• DATASET

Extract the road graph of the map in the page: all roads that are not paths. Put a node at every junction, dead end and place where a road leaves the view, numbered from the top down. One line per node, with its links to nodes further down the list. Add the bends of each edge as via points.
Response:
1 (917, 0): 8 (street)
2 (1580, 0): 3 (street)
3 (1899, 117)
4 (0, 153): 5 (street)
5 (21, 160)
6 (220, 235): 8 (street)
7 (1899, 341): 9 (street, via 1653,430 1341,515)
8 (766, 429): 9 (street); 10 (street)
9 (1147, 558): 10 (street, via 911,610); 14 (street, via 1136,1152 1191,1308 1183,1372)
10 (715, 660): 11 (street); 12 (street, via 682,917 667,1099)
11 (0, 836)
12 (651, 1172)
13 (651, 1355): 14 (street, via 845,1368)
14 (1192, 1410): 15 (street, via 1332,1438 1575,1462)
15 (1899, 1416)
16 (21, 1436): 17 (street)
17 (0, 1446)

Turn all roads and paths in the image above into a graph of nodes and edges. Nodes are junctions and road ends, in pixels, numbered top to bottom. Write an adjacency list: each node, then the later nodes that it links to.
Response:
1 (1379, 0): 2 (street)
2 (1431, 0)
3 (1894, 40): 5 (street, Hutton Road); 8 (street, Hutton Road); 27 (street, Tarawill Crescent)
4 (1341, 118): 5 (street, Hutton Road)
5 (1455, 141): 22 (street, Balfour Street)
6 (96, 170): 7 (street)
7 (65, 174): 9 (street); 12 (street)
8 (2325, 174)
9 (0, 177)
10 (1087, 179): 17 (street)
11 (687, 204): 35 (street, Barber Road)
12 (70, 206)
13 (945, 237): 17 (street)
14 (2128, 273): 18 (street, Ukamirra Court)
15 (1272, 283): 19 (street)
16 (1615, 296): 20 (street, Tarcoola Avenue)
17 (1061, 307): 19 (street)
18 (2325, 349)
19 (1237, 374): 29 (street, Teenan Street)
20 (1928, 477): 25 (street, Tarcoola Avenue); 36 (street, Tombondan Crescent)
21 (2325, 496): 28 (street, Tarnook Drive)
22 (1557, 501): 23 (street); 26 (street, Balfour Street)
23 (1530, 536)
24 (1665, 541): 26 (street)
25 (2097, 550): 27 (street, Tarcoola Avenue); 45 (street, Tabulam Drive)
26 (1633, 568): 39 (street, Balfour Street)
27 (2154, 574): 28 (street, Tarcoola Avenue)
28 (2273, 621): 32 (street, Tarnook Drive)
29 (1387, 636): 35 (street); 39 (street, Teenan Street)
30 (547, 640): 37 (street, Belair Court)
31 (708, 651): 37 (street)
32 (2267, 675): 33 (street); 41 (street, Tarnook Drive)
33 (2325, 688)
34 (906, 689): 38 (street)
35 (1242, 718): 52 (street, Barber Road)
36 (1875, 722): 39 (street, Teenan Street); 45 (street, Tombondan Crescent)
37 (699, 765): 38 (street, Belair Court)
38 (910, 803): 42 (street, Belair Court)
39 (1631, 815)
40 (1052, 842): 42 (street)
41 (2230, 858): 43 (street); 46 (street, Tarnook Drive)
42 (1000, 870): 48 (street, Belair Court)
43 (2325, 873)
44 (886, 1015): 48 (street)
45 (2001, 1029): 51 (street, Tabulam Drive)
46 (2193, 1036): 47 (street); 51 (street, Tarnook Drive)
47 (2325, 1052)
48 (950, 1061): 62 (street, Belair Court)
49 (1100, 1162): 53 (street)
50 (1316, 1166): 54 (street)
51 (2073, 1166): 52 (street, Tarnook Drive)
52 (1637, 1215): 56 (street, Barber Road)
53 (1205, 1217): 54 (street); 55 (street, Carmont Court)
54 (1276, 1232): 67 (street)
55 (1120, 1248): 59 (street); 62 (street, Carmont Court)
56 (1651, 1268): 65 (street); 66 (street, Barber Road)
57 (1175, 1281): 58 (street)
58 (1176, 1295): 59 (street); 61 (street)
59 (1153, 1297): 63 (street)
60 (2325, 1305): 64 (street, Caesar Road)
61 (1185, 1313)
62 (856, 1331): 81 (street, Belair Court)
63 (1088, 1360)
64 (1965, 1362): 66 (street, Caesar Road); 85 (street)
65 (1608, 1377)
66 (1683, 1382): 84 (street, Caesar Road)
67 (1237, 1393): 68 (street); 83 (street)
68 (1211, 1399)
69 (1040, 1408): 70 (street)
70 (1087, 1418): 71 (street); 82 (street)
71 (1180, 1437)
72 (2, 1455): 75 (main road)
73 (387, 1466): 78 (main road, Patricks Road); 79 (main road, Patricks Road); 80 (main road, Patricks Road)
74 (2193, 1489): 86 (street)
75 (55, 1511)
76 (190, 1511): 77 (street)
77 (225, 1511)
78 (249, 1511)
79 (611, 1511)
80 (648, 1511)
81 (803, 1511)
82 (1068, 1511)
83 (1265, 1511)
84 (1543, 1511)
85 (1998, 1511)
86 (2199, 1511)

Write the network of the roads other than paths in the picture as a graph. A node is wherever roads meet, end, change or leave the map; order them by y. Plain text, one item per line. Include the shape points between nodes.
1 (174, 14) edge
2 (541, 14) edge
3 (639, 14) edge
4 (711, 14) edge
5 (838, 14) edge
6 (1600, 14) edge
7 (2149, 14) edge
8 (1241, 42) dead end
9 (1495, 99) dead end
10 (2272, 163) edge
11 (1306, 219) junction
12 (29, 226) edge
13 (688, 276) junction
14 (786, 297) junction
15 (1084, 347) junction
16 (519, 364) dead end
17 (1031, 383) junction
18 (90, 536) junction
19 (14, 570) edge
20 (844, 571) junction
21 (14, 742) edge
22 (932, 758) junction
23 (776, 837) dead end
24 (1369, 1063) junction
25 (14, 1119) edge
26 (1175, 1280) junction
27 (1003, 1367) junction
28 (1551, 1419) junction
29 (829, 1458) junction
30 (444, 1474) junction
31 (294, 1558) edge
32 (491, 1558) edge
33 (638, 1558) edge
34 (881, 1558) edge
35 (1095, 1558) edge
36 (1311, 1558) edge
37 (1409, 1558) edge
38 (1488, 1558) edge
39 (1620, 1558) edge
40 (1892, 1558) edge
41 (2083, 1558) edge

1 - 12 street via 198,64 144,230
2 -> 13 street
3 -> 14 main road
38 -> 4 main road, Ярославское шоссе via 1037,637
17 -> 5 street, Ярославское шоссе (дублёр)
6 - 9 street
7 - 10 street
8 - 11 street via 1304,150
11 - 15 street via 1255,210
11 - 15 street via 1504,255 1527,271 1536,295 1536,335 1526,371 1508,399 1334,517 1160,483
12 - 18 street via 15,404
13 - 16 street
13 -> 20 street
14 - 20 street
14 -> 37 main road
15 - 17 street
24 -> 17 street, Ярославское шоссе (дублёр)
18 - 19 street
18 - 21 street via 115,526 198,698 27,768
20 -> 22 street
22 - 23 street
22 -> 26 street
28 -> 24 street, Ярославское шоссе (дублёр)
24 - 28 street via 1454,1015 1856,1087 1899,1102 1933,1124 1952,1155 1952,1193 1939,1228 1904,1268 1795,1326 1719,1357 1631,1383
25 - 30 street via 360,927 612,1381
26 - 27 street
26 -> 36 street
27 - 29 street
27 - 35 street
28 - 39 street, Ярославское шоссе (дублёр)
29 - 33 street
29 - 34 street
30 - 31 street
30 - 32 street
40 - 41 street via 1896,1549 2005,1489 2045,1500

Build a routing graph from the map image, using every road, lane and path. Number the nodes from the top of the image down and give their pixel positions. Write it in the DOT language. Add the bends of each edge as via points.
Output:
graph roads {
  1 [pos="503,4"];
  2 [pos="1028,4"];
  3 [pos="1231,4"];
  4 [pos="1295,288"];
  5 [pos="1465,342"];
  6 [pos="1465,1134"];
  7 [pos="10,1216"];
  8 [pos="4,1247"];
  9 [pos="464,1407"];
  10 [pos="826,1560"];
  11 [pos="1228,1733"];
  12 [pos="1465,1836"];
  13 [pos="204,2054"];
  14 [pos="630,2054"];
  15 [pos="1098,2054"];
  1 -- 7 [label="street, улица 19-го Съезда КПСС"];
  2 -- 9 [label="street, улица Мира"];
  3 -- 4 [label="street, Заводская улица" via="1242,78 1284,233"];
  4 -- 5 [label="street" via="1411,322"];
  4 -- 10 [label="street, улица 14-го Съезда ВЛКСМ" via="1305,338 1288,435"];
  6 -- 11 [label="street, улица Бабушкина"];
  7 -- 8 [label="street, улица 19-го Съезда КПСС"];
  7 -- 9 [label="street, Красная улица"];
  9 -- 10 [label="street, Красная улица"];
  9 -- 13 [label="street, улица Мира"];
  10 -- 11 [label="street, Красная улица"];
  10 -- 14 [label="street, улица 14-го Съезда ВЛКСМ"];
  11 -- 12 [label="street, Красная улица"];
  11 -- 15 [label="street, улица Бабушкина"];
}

• EXERCISE AIM
Quote exactly the stretch of lines above that starts at the first one and ends at the line with "Turn all roads", and nothing beyond it.

• TASK RESULT
Extract the road graph of the map in the page: all roads that are not paths. Put a node at every junction, dead end and place where a road leaves the view, numbered from the top down. One line per node, with its links to nodes further down the list. Add the bends of each edge as via points.
Response:
1 (917, 0): 8 (street)
2 (1580, 0): 3 (street)
3 (1899, 117)
4 (0, 153): 5 (street)
5 (21, 160)
6 (220, 235): 8 (street)
7 (1899, 341): 9 (street, via 1653,430 1341,515)
8 (766, 429): 9 (street); 10 (street)
9 (1147, 558): 10 (street, via 911,610); 14 (street, via 1136,1152 1191,1308 1183,1372)
10 (715, 660): 11 (street); 12 (street, via 682,917 667,1099)
11 (0, 836)
12 (651, 1172)
13 (651, 1355): 14 (street, via 845,1368)
14 (1192, 1410): 15 (street, via 1332,1438 1575,1462)
15 (1899, 1416)
16 (21, 1436): 17 (street)
17 (0, 1446)

Turn all roads and paths in the image above into a graph of nodes and edges. Nodes are junctions and road ends, in pixels, numbered top to bottom. Write an adjacency list: each node, then the later nodes that it links to.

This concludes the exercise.